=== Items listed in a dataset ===
=== Section Start ===

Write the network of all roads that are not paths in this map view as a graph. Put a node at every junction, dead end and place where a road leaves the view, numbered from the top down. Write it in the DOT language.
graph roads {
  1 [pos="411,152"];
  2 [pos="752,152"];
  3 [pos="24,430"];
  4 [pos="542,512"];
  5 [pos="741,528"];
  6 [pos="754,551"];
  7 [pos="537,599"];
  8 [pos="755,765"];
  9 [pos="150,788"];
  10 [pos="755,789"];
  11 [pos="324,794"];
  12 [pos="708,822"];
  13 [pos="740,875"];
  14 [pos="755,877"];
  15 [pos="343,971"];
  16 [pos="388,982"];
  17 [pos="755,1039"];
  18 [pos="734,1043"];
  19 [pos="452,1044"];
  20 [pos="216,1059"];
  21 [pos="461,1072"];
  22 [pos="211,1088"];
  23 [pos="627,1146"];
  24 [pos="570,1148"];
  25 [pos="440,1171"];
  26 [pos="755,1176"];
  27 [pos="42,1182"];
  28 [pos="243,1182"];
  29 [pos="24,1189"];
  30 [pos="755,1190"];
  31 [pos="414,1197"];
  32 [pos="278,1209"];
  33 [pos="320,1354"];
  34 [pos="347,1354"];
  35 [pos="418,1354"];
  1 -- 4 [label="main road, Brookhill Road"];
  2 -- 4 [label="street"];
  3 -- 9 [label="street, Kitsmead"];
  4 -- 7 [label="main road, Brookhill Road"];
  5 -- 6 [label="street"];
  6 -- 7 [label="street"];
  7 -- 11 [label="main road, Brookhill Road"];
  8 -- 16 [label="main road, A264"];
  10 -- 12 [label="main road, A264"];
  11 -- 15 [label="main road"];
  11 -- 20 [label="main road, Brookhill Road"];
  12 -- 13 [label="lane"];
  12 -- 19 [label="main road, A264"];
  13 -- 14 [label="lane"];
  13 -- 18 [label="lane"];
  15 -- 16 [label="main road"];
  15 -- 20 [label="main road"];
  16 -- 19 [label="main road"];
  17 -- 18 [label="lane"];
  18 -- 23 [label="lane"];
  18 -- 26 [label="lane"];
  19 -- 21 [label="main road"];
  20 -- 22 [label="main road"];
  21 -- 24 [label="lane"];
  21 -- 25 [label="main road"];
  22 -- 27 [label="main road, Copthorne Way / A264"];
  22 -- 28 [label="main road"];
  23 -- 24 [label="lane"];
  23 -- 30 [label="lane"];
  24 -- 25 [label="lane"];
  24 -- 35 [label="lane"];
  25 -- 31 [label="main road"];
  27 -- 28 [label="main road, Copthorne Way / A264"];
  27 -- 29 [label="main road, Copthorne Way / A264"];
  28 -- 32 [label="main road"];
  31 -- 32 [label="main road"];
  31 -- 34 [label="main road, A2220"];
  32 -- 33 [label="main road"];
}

=== Section End ===

=== Instructions to follow ===
Each entry above must be retyped exactly.

=== Exercise response ===
Write the network of all roads that are not paths in this map view as a graph. Put a node at every junction, dead end and place where a road leaves the view, numbered from the top down. Write it in the DOT language.
graph roads {
  1 [pos="411,152"];
  2 [pos="752,152"];
  3 [pos="24,430"];
  4 [pos="542,512"];
  5 [pos="741,528"];
  6 [pos="754,551"];
  7 [pos="537,599"];
  8 [pos="755,765"];
  9 [pos="150,788"];
  10 [pos="755,789"];
  11 [pos="324,794"];
  12 [pos="708,822"];
  13 [pos="740,875"];
  14 [pos="755,877"];
  15 [pos="343,971"];
  16 [pos="388,982"];
  17 [pos="755,1039"];
  18 [pos="734,1043"];
  19 [pos="452,1044"];
  20 [pos="216,1059"];
  21 [pos="461,1072"];
  22 [pos="211,1088"];
  23 [pos="627,1146"];
  24 [pos="570,1148"];
  25 [pos="440,1171"];
  26 [pos="755,1176"];
  27 [pos="42,1182"];
  28 [pos="243,1182"];
  29 [pos="24,1189"];
  30 [pos="755,1190"];
  31 [pos="414,1197"];
  32 [pos="278,1209"];
  33 [pos="320,1354"];
  34 [pos="347,1354"];
  35 [pos="418,1354"];
  1 -- 4 [label="main road, Brookhill Road"];
  2 -- 4 [label="street"];
  3 -- 9 [label="street, Kitsmead"];
  4 -- 7 [label="main road, Brookhill Road"];
  5 -- 6 [label="street"];
  6 -- 7 [label="street"];
  7 -- 11 [label="main road, Brookhill Road"];
  8 -- 16 [label="main road, A264"];
  10 -- 12 [label="main road, A264"];
  11 -- 15 [label="main road"];
  11 -- 20 [label="main road, Brookhill Road"];
  12 -- 13 [label="lane"];
  12 -- 19 [label="main road, A264"];
  13 -- 14 [label="lane"];
  13 -- 18 [label="lane"];
  15 -- 16 [label="main road"];
  15 -- 20 [label="main road"];
  16 -- 19 [label="main road"];
  17 -- 18 [label="lane"];
  18 -- 23 [label="lane"];
  18 -- 26 [label="lane"];
  19 -- 21 [label="main road"];
  20 -- 22 [label="main road"];
  21 -- 24 [label="lane"];
  21 -- 25 [label="main road"];
  22 -- 27 [label="main road, Copthorne Way / A264"];
  22 -- 28 [label="main road"];
  23 -- 24 [label="lane"];
  23 -- 30 [label="lane"];
  24 -- 25 [label="lane"];
  24 -- 35 [label="lane"];
  25 -- 31 [label="main road"];
  27 -- 28 [label="main road, Copthorne Way / A264"];
  27 -- 29 [label="main road, Copthorne Way / A264"];
  28 -- 32 [label="main road"];
  31 -- 32 [label="main road"];
  31 -- 34 [label="main road, A2220"];
  32 -- 33 [label="main road"];
}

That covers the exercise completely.